Laïcité : sur une polémique française edit
La charge du Premier ministre sur le Président de l’Observatoire de la laïcité, Jean-Louis Bianco, le mettant en cause, principalement, pour avoir joint sa signature à un manifeste contre le terrorisme en novembre dernier, à l’initiative d’une association, Coexister, qui prône le dialogue interreligieux, où des associations musulmanes controversées ont apposé également leurs signatures, a attiré l’attention des média sur les oppositions qui existent dans le monde laïque. Les « excommunications » ont tendance à y fleurir plus souvent parfois que dans l’Eglise catholique aujourd’hui ! C’est un signe de tension indéniable qui tient beaucoup au mouvement de réaffirmation des religions, particulièrement de l’Islam, dans notre société, où, de fait, les religions ne structurent plus la vie d’une majorité de la population, et, qui plus est, dans un contexte rendu dramatique par la guerre que mène Daech aujourd’hui.
Évidemment, dans la polémique qui a eu lieu à propos de l’Observatoire de la laïcité, créé par décret par Jacques Chirac en 2008, mais installé formellement par François Hollande le 5 avril 2013 seulement, il faut faire la part des heurts des personnes, et d’associations. La présidence de ce jeune organisme a été (est ?) un enjeu compte tenu de la place de la laïcité dans le débat national. Et son actuel président a été immédiatement en butte aux critiques de courants qui avaient établi une influence dominante sur l’ancienne organisation, le Haut Conseil à l’intégration, dissous pour faire place à l’Observatoire, qui a été voulu par le gouvernement pluraliste, mêlant des parlementaires de gauche et de droite, des personnalités qualifiées d’horizons divers, des représentants des ministères concernés. Rattaché aux services du Premier ministre, pour faire un état des lieux de la laïcité en France, par la rédaction d’un rapport annuel à la disposition du gouvernement, l’Observatoire peut être saisi par le gouvernement pour lui donner des avis et peut, également s’autosaisir selon les problèmes qui lui paraissent importants. La nomination d’une personnalité politique –et non d’un haut fonctionnaire- rend difficile de ne pas participer au débat public quand celui-ci est sollicité par la presse. Toute prise de position peut, alors, amener des divergences dans le climat actuel, quelle que soit la réponse donnée…
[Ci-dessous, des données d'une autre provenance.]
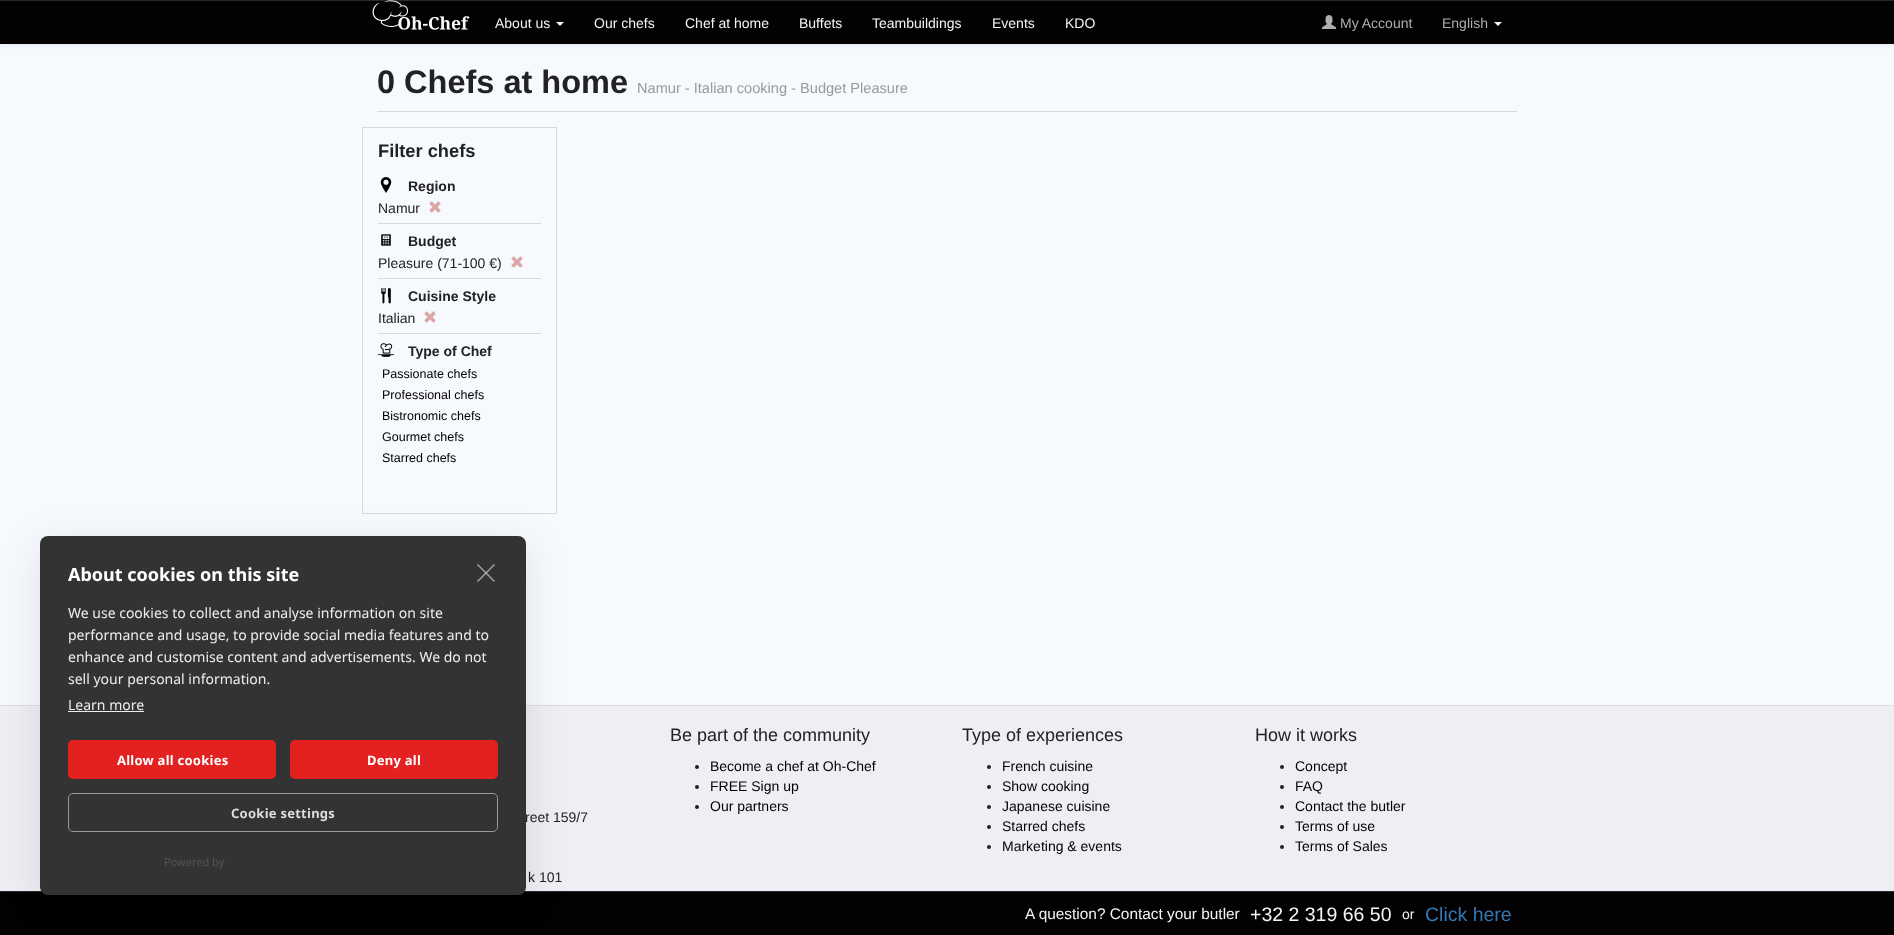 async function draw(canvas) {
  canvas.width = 1894;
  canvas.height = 935;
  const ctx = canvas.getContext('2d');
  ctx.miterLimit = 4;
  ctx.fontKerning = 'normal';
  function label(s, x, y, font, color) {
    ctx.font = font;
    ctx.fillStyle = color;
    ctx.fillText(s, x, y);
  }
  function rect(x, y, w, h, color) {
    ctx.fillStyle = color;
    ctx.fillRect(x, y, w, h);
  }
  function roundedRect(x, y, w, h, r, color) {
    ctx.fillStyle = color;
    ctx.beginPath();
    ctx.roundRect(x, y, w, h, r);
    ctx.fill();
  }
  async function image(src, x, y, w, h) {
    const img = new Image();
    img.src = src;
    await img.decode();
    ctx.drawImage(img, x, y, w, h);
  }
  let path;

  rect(0, 0, 1894, 935, '#f6f9fd');
  ctx.fillStyle = '#00000012';
  ctx.filter = 'blur(2.5px)';
  ctx.beginPath();
  ctx.rect(0, 1, 1894, 44);
  ctx.fill();
  ctx.filter = 'none';
  rect(0, 1, 1894, 42, '#030102');
  rect(0, 0, 1894, 1, '#292728');
  rect(0, 43, 1894, 1, '#000');
  await image('assets/img1.png', 372, 0, 98, 30);
  label('About us', 495, 28, '14px Liberation Sans', '#f4f4f4');
  path = new Path2D('M556 22H564L560 26Z');
  ctx.fill(path);
  label('Our chefs', 594, 28, '14px Liberation Sans', '#f4f4f4');
  label('Chef at home', 685, 28, '14px Liberation Sans', '#f4f4f4');
  label('Buffets', 799, 28, '14px Liberation Sans', '#f4f4f4');
  label('Teambuildings', 872, 28, '14px Liberation Sans', '#f4f4f4');
  label('Events', 992, 28, '14px Liberation Sans', '#f4f4f4');
  label('KDO', 1065, 28, '14px Liberation Sans', '#f4f4f4');
  await image('assets/img2.png', 1322, 15, 14, 14);
  label('My Account', 1340, 28, '14px Liberation Sans', '#aeaeae');
  label('English', 1442, 28, '14px Liberation Sans', '#aeaeae');
  ctx.fillStyle = '#f4f4f4';
  path = new Path2D('M1494 22H1502L1498 26Z');
  ctx.fill(path);
  label('0 Chefs at home', 377, 93, 'bold 32.5px Liberation Sans', '#222');
  label('Namur - Italian cooking - Budget Pleasure', 637, 93, '14.6px Liberation Sans', '#999');
  rect(377, 111, 1140, 1, '#d9d9d9');
  ctx.strokeStyle = '#d9d9d9';
  ctx.strokeRect(362.5, 127.5, 194, 386);
  label('Filter chefs', 378, 157, 'bold 18.25px Liberation Sans', '#222');
  await image('assets/img3.png', 380, 177, 12, 16);
  label('Region', 408, 191, 'bold 14px Liberation Sans', '#222');
  label('Namur', 378, 213, '14px Liberation Sans', '#222');
  await image('assets/img4.png', 429, 201, 12, 12);
  rect(378, 223, 163, 1, '#d9d9d9');
  await image('assets/img5.png', 381, 234, 10, 12);
  label('Budget', 408, 246, 'bold 14px Liberation Sans', '#222');
  label('Pleasure (71-100 €)', 378, 268, '14px Liberation Sans', '#222');
  await image('assets/img4.png', 511, 256, 12, 12);
  rect(378, 278, 163, 1, '#d9d9d9');
  await image('assets/img6.png', 381, 287, 10, 17);
  label('Cuisine Style', 408, 301, 'bold 14px Liberation Sans', '#222');
  label('Italian', 378, 323, '14px Liberation Sans', '#222');
  await image('assets/img4.png', 424, 311, 12, 12);
  rect(378, 333, 163, 1, '#d9d9d9');
  await image('assets/img7.png', 378, 343, 16, 14);
  label('Type of Chef', 408, 356, 'bold 14px Liberation Sans', '#222');
  label('Passionate chefs', 382, 378, '12.5px Liberation Sans', '#030102');
  label('Professional chefs', 382, 399, '12.5px Liberation Sans', '#030102');
  label('Bistronomic chefs', 382, 420, '12.5px Liberation Sans', '#030102');
  label('Gourmet chefs', 382, 441, '12.5px Liberation Sans', '#030102');
  label('Starred chefs', 382, 462, '12.5px Liberation Sans', '#030102');
  rect(0, 706, 1894, 185, '#eeeef4');
  rect(0, 705, 1894, 1, '#dedede');
  rect(0, 892, 1894, 42, '#030102');
  rect(0, 891, 1894, 1, '#292728');
  rect(0, 934, 1894, 1, '#000');
  ctx.fillStyle = '#0000001a';
  ctx.filter = 'blur(20px)';
  ctx.beginPath();
  ctx.roundRect(40, 546, 486, 359, 8);
  ctx.fill();
  ctx.filter = 'none';
  label('reet 159/7', 525, 822, '14px Liberation Sans', '#222');
  roundedRect(40, 536, 486, 359, 8, '#333');
  ctx.fillStyle = '#a3a3a3';
  path = new Path2D('M477 581L494 564L495 565L478 582Z');
  ctx.fill(path);
  ctx.fillStyle = '#eeeeee99';
  path = new Path2D('M478 564L495 581L494 582L477 565Z');
  ctx.fill(path);
  label('About cookies on this site', 68, 581, 'bold 18px Noto Sans', '#fff');
  label('We use cookies to collect and analyse information on site', 68, 618, '14px Noto Sans', '#eee');
  label('performance and usage, to provide social media features and to', 68, 640, '14px Noto Sans', '#eee');
  label('enhance and customise content and advertisements. We do not', 68, 662, '14px Noto Sans', '#eee');
  label('sell your personal information.', 68, 684, '14px Noto Sans', '#eee');
  label('Learn more', 68, 710, '14px Noto Sans', '#eee');
  rect(68, 711, 76, 1, '#eee');
  roundedRect(68, 740, 208, 39, 5, '#e42121');
  ctx.letterSpacing = '0.25px';
  label('Allow all cookies', 117, 765, 'bold 13px Noto Sans', '#fff');
  roundedRect(290, 740, 208, 39, 5, '#e42121');
  label('Deny all', 367, 765, 'bold 13px Noto Sans', '#fff');
  ctx.beginPath();
  ctx.roundRect(68.5, 793.5, 429, 38, 4.5);
  ctx.strokeStyle = '#999';
  ctx.stroke();
  label('Cookie settings', 231, 818, 'bold 13px Noto Sans', '#ddd');
  ctx.letterSpacing = '0px';
  label('Powered by', 164, 866, '11px Noto Sans', '#555');
  label('k 101', 528, 882, '14px Liberation Sans', '#222');
  label('Be part of the community', 670, 741, '18px Liberation Sans', '#222');
  ctx.beginPath();
  ctx.arc(697, 767, 2, 0, 2 * Math.PI);
  ctx.fill();
  label('Become a chef at Oh-Chef', 710, 771, '14px Liberation Sans', '#030102');
  ctx.fillStyle = '#222';
  ctx.beginPath();
  ctx.arc(697, 787, 2, 0, 2 * Math.PI);
  ctx.fill();
  label('FREE Sign up', 710, 791, '14px Liberation Sans', '#030102');
  ctx.fillStyle = '#222';
  ctx.beginPath();
  ctx.arc(697, 807, 2, 0, 2 * Math.PI);
  ctx.fill();
  label('Our partners', 710, 811, '14px Liberation Sans', '#030102');
  label('Type of experiences', 962, 741, '18px Liberation Sans', '#222');
  ctx.beginPath();
  ctx.arc(989, 767, 2, 0, 2 * Math.PI);
  ctx.fill();
  label('French cuisine', 1002, 771, '14px Liberation Sans', '#030102');
  ctx.fillStyle = '#222';
  ctx.beginPath();
  ctx.arc(989, 787, 2, 0, 2 * Math.PI);
  ctx.fill();
  label('Show cooking', 1002, 791, '14px Liberation Sans', '#030102');
  ctx.fillStyle = '#222';
  ctx.beginPath();
  ctx.arc(989, 807, 2, 0, 2 * Math.PI);
  ctx.fill();
  label('Japanese cuisine', 1002, 811, '14px Liberation Sans', '#030102');
  ctx.fillStyle = '#222';
  ctx.beginPath();
  ctx.arc(989, 827, 2, 0, 2 * Math.PI);
  ctx.fill();
  label('Starred chefs', 1002, 831, '14px Liberation Sans', '#030102');
  ctx.fillStyle = '#222';
  ctx.beginPath();
  ctx.arc(989, 847, 2, 0, 2 * Math.PI);
  ctx.fill();
  label('Marketing & events', 1002, 851, '14px Liberation Sans', '#030102');
  label('How it works', 1255, 741, '18px Liberation Sans', '#222');
  ctx.beginPath();
  ctx.arc(1282, 767, 2, 0, 2 * Math.PI);
  ctx.fill();
  label('Concept', 1295, 771, '14px Liberation Sans', '#030102');
  ctx.fillStyle = '#222';
  ctx.beginPath();
  ctx.arc(1282, 787, 2, 0, 2 * Math.PI);
  ctx.fill();
  label('FAQ', 1295, 791, '14px Liberation Sans', '#030102');
  ctx.fillStyle = '#222';
  ctx.beginPath();
  ctx.arc(1282, 807, 2, 0, 2 * Math.PI);
  ctx.fill();
  label('Contact the butler', 1295, 811, '14px Liberation Sans', '#030102');
  ctx.fillStyle = '#222';
  ctx.beginPath();
  ctx.arc(1282, 827, 2, 0, 2 * Math.PI);
  ctx.fill();
  label('Terms of use', 1295, 831, '14px Liberation Sans', '#030102');
  ctx.fillStyle = '#222';
  ctx.beginPath();
  ctx.arc(1282, 847, 2, 0, 2 * Math.PI);
  ctx.fill();
  label('Terms of Sales', 1295, 851, '14px Liberation Sans', '#030102');
  label('A question? Contact your butler', 1025, 919, '15.4px Liberation Sans', '#f4f4f4');
  label('+32 2 319 66 50', 1250, 921, '19.5px Liberation Sans', '#f4f4f4');
  label('or', 1402, 919, '14px Liberation Sans', '#f4f4f4');
  label('Click here', 1425, 921, '19.5px Liberation Sans', '#337ab7');
}

draw(document.querySelector('canvas'));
Cela ne doit pas être oublié pour comprendre ce qui se passe à l’arrière-fond de la polémique. Mais le plus important est le fond. Le reproche qui est fait à Jean-Louis Bianco, et, par là-même, à l’Observatoire, avec la majorité de ses membres, est d’accepter trop « d’accommodements » dans l’application du principe de la laïcité. Et, même, lorsqu’on lit les textes du Comité Laïcité République, par exemple – ou tout simplement les articles de Marianne, de verser quasiment dans le multiculturalisme, et donc, sur une pente communautariste… Ce n’est guère lire ses avis et ses publications, particulièrement, ses Guides de la laïcité, pour les collectivités locales, les associations, les entreprises, etc… qui ont tous été rédigés en observant le droit strict de la laïcité. Mais, si les pièces officielles ne suffisent pas, pour permettre une discussion « raisonnable », c’est qu’il y a une tension plus profonde.
Certes, le débat n’en est plus strictement le face à face de 1905, au moment de la loi de Séparation des Églises et de l’État, entre Aristide Briand et Jean Jaurès, défenseurs de la liberté de conscience et Émile Combes et Maurice Allard, partisans d’interdire aux religions de s’exprimer dans l’espace public. Seule une petite minorité des courants laïques raisonne encore ainsi. La grande majorité a fait sienne la philosophie de la loi de 1905, si bien exprimée par Aristide Briand, « l’Église libre dans un Etat libre », reprenant une formule de Victor Hugo. Au-delà de tout débat sur les traductions concrètes de la loi de 1905 dans la société actuelle, trois principes demeurent fondamentaux, et doivent être bien compris pour ce qu’ils sont, la liberté de conscience, la liberté des cultes dans les limites de l’ordre public, la neutralité de l’État. Cela rassemble (ou devrait rassembler) la plupart des défenseurs de la laïcité par delà leurs sensibilités propres, plus accueillantes à la diversité de notre société ou plus soucieuses de son unité.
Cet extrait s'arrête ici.